* [TASK DIRECTIONS]:
Select from the records below every line that has the word "graph" in it.

Stored items:
= Beginning of Section =

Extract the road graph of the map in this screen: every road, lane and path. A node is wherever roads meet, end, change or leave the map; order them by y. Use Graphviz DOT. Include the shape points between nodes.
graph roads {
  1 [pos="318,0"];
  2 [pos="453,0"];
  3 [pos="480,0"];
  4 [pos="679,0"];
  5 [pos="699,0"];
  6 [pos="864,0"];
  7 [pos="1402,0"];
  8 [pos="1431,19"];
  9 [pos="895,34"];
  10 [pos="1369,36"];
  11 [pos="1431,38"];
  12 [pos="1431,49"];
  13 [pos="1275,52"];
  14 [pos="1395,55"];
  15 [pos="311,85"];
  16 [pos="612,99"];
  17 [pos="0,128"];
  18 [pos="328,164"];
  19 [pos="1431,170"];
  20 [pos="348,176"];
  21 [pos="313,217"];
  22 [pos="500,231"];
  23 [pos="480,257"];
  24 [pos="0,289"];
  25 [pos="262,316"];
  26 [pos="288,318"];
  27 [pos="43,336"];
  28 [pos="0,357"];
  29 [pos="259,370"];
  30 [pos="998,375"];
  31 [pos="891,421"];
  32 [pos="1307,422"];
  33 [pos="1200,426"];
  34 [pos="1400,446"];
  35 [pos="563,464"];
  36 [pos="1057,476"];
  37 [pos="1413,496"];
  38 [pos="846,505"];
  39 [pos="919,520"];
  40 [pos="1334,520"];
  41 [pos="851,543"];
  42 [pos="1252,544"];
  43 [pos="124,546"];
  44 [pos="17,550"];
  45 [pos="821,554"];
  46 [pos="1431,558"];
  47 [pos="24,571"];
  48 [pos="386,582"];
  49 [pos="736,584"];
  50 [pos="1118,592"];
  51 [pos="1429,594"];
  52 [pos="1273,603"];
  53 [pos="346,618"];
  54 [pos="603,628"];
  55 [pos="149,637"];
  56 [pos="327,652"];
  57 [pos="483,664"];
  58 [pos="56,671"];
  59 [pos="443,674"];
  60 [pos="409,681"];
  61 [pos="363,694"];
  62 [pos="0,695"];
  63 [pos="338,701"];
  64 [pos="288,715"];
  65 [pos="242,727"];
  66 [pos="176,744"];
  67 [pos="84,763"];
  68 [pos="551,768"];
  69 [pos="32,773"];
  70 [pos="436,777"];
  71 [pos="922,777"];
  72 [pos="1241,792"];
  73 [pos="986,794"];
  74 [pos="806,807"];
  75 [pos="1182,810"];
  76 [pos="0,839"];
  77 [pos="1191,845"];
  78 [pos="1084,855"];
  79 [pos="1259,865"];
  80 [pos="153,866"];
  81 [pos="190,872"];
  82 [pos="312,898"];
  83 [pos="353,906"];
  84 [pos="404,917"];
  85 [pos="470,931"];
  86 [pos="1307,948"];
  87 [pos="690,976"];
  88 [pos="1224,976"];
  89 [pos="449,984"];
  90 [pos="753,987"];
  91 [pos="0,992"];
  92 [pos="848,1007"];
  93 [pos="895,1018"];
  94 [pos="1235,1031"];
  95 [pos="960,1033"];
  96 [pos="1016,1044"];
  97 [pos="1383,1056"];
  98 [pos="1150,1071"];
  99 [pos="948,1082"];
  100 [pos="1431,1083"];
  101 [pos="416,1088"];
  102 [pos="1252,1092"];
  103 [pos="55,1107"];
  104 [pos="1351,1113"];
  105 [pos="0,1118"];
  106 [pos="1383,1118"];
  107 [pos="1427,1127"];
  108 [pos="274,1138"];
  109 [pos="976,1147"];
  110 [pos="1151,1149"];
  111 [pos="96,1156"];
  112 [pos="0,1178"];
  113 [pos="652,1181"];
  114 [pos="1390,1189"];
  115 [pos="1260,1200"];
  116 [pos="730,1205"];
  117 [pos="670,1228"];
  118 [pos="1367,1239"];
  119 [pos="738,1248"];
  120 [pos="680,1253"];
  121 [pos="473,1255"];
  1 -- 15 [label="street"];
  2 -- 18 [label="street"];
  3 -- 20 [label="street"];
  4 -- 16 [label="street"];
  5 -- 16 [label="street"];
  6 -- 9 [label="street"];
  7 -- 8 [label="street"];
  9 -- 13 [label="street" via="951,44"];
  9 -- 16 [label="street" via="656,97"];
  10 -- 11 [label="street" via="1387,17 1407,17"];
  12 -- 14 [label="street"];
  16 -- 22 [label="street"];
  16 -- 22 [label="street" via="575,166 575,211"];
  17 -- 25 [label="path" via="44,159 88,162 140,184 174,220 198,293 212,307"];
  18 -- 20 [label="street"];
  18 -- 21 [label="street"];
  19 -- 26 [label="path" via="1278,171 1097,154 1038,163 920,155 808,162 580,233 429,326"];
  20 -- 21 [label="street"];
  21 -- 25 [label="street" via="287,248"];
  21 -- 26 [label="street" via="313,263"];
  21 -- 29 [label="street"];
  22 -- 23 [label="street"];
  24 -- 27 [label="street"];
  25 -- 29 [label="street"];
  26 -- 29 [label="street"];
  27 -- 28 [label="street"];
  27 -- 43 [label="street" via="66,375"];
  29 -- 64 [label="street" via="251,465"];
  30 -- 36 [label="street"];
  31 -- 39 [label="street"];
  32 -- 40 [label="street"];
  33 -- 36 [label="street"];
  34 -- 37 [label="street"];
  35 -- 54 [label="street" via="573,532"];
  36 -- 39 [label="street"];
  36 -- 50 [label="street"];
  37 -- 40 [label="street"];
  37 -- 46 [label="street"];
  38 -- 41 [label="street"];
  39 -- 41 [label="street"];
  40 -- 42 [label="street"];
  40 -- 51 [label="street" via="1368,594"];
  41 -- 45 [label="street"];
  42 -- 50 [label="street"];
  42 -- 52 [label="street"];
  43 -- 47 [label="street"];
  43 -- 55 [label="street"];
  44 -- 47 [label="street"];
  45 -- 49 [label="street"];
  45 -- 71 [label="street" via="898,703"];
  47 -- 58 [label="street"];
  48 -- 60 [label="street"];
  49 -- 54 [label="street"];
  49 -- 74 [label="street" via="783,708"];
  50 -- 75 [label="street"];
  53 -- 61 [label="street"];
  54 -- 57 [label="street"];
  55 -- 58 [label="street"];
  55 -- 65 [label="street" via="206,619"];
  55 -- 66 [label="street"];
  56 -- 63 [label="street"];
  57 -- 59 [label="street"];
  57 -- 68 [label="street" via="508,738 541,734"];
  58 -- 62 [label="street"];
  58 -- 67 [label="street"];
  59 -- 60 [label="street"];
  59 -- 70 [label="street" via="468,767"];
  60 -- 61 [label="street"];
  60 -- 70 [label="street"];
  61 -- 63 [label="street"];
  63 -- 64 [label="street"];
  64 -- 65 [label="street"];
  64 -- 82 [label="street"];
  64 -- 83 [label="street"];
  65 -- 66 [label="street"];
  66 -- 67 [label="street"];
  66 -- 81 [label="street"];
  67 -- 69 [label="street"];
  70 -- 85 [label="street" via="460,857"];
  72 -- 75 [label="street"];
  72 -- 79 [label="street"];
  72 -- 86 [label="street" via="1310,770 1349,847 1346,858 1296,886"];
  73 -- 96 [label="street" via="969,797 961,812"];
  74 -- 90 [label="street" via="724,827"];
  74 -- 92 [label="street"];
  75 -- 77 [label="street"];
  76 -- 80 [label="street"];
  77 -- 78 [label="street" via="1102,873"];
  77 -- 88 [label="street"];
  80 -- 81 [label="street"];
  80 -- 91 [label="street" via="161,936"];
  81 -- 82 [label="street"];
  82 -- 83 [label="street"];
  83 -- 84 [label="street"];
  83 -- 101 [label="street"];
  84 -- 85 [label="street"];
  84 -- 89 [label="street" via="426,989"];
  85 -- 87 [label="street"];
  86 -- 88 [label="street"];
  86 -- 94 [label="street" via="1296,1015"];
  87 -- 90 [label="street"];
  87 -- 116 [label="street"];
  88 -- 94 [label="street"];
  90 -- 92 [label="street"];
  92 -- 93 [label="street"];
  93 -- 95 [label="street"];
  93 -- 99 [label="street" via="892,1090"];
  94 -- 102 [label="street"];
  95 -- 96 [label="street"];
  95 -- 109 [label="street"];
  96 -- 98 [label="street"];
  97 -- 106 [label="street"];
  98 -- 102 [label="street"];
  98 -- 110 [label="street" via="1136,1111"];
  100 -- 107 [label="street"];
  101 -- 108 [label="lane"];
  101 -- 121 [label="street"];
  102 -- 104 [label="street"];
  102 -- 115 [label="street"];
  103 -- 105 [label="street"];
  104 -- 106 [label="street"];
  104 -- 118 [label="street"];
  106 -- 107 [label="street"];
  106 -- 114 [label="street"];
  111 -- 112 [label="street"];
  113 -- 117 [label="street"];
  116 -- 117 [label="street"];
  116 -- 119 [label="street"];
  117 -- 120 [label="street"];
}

= End of Section =

* [RESPONSE FOR THIS EXERCISE]:
Extract the road graph of the map in this screen: every road, lane and path. A node is wherever roads meet, end, change or leave the map; order them by y. Use Graphviz DOT. Include the shape points between nodes.
graph roads {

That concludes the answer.